And below is one of the rarer tracks released only on the Australian soundtrack, "Italian Gadget". I'm only sharing the first half of this one, though... you'll have to buy the new CD to get the rest (as well as the instrumental "Brain The Dog", the alternative "Mad's Theme", etc...).

I'm hoping these excerpts give you an idea of the CD's sound quality. At least in my ears, the CD version of "Ghosts" sounds far better than the LP-ripped version... which should bode well for Télé 80's edition.

All that being said, the 1995 Australian CD is still shrouded in mystery.
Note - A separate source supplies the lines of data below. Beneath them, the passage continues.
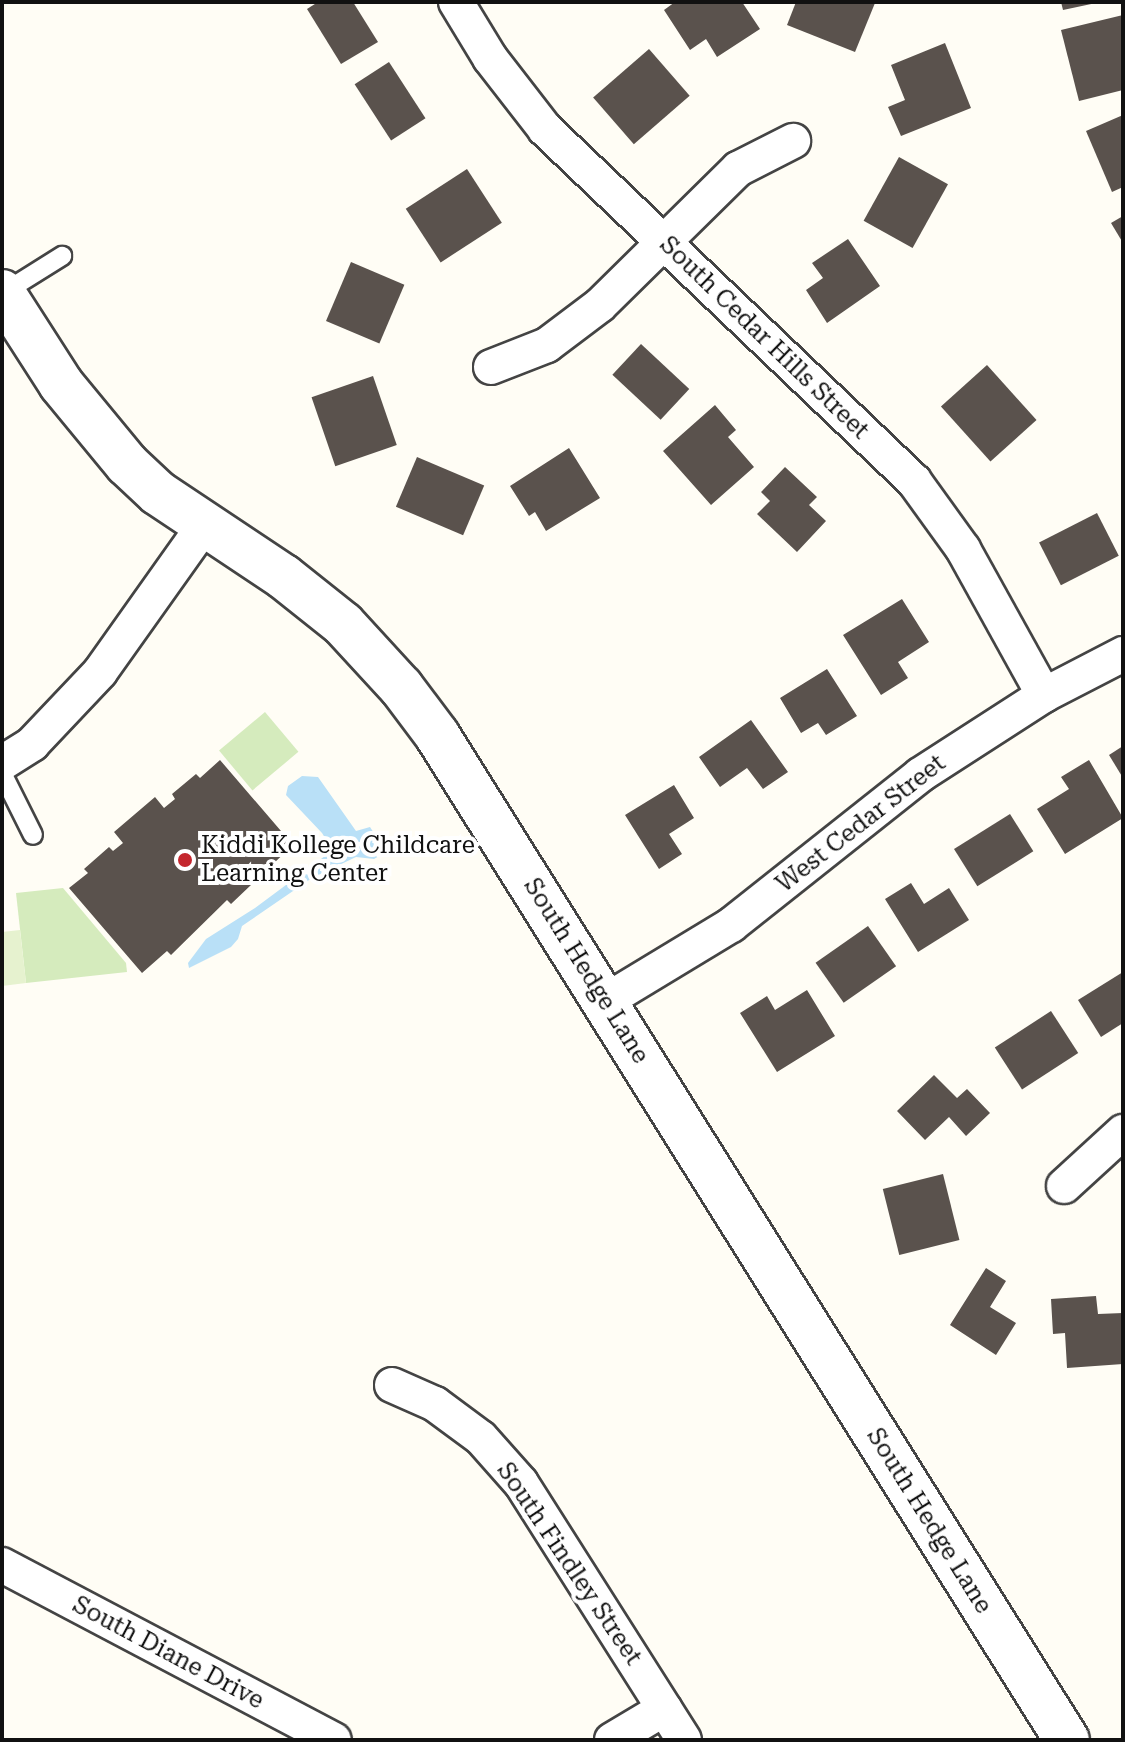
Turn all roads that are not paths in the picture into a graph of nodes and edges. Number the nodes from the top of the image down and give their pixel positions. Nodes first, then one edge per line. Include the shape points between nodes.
1 (456, 2) edge
2 (793, 141) dead end
3 (662, 240) junction
4 (62, 256) dead end
5 (2, 293) edge
6 (491, 367) dead end
7 (205, 524) junction
8 (1123, 654) edge
9 (1044, 695) junction
10 (2, 763) edge
11 (2, 773) edge
12 (33, 835) dead end
13 (604, 1002) junction
14 (1123, 1132) edge
15 (1064, 1186) dead end
16 (392, 1385) dead end
17 (2, 1565) edge
18 (664, 1709) junction
19 (334, 1740) edge
20 (612, 1740) edge
21 (684, 1740) edge
22 (1067, 1740) edge

1 - 3 street, South Cedar Hills Street via 490,58 545,129
2 - 3 street via 738,169
3 - 6 street via 600,305 547,345
3 - 9 street, South Cedar Hills Street via 914,481 963,549
4 - 5 lane
5 - 7 street, South Hedge Lane via 94,428 158,493
7 - 10 street via 100,672 32,744
7 - 13 street, South Hedge Lane via 343,624 401,687 437,735
8 - 9 street, West Cedar Street
9 - 13 street, West Cedar Street via 920,775 731,925
11 - 12 lane
13 - 22 street, South Hedge Lane
14 - 15 street
16 - 18 street, South Findley Street via 435,1404 481,1438 521,1483
17 - 19 street, South Diane Drive
18 - 20 street
18 - 21 street, South Findley Street

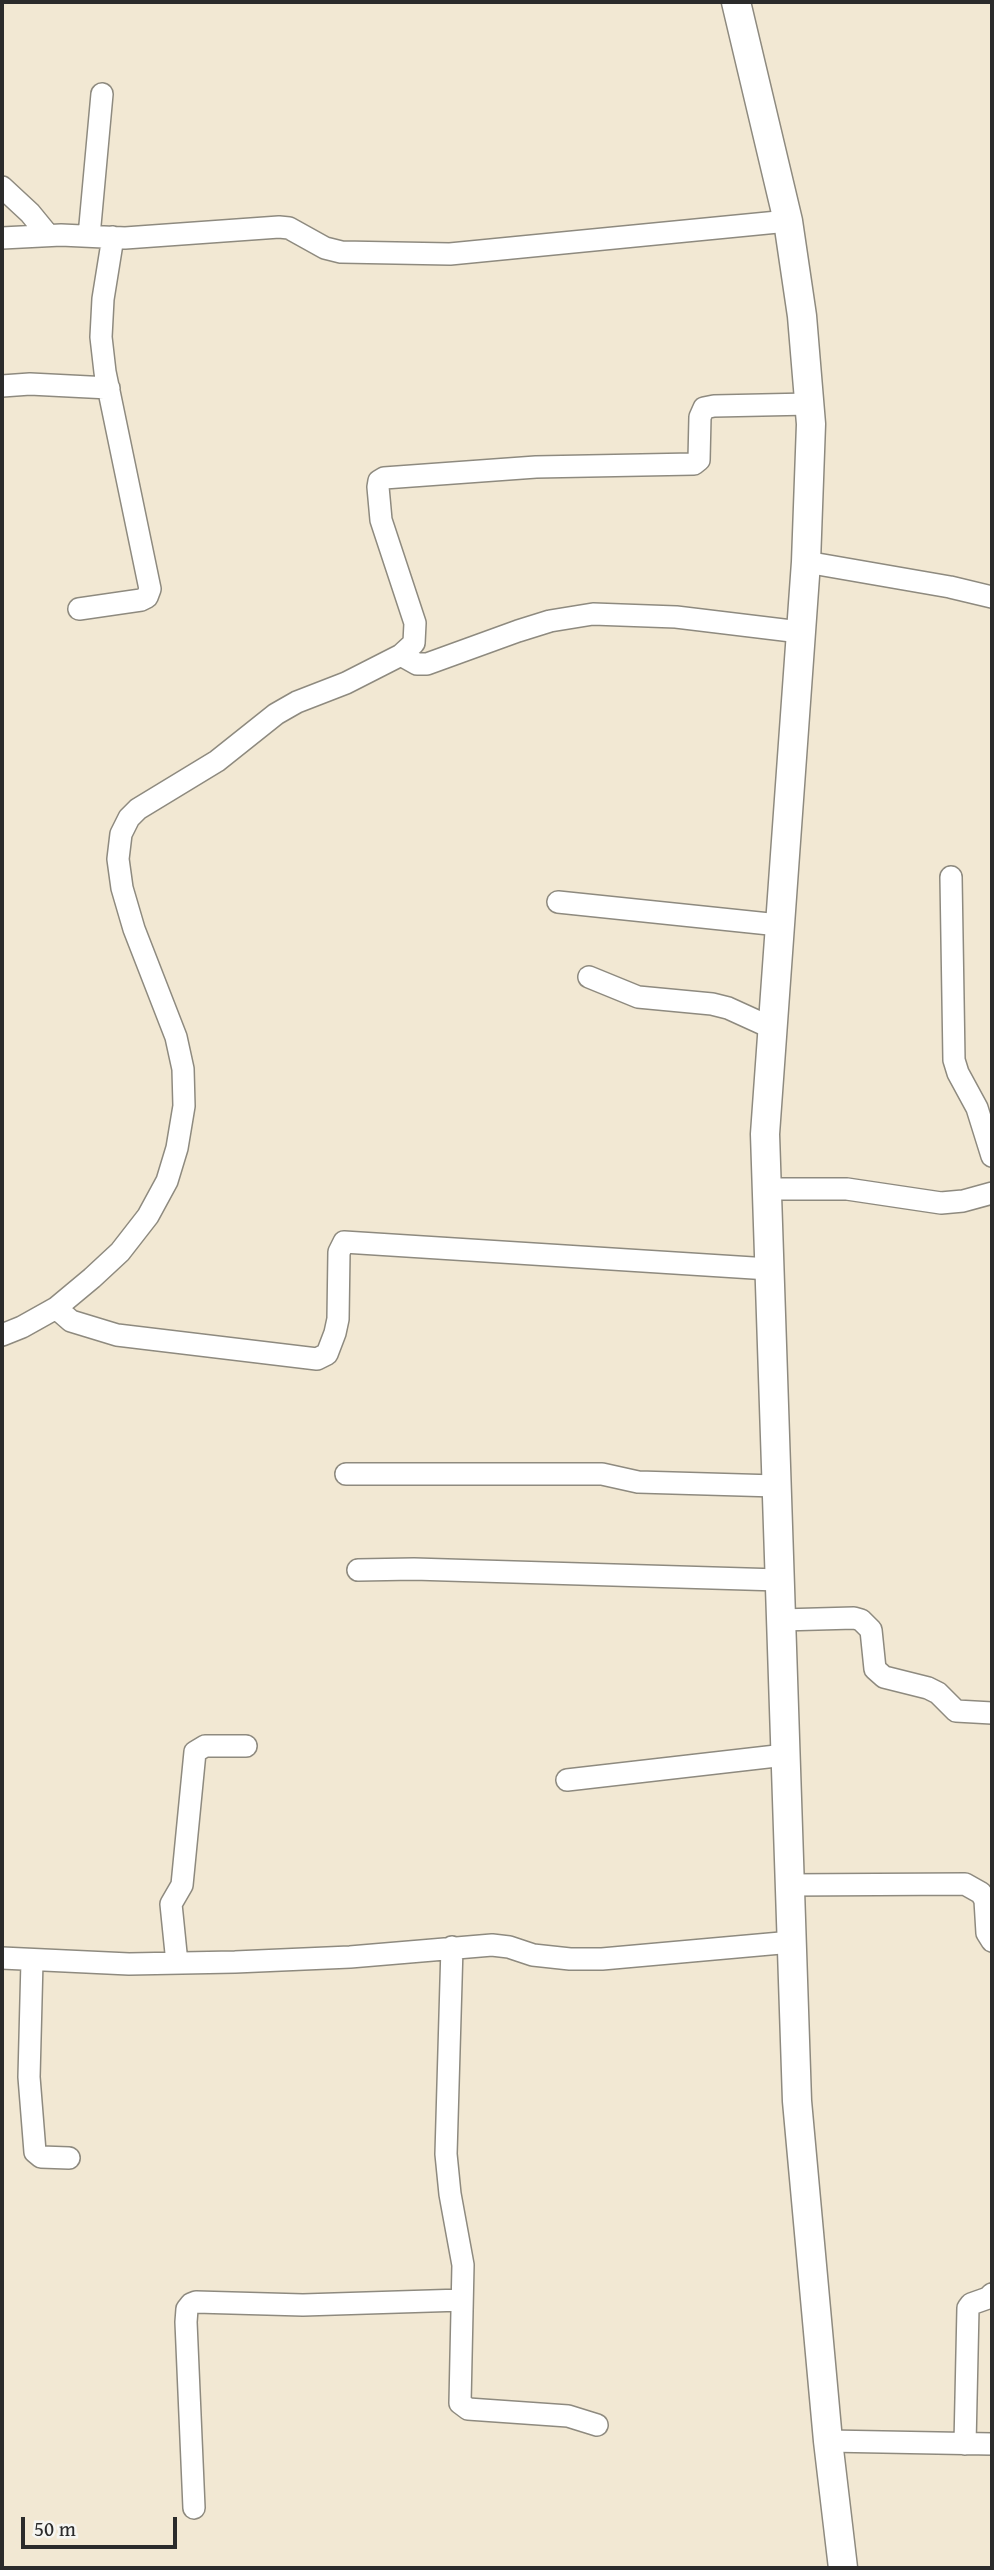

Why is it so unknown compared to the Australian LP? As I mentioned in the beginning of this post, I did find one trace of the CD's existence on the site Australian Television Memorabilia, in the soundtrack section for the ABC TV series Swap Shop. Under a listing for Swap Shop's 1989 LP soundtrack, it says: "(Re-issued in 1995 in a double CD pack with “INSPECTOR GADGET”)." The year of release fits, as does the publisher, ABC. I contacted the administrator of the site, but he didn't know anything more about the Gadget CD than what was posted online. Personally, I'm thinking that perhaps this double pack reissue of both Swap Shop and Gadget was a very limited one. The fact that the two CDs were a combined reissue might indicate that it wasn't a particularly widespread release, just two old children's TV soundtracks bundled together in a CD package for the few kids/parents who might want them (the "ABC for kids" logo also seems like a hint in this direction). This is only speculation, though. Maybe we'll dig up some facts in the future.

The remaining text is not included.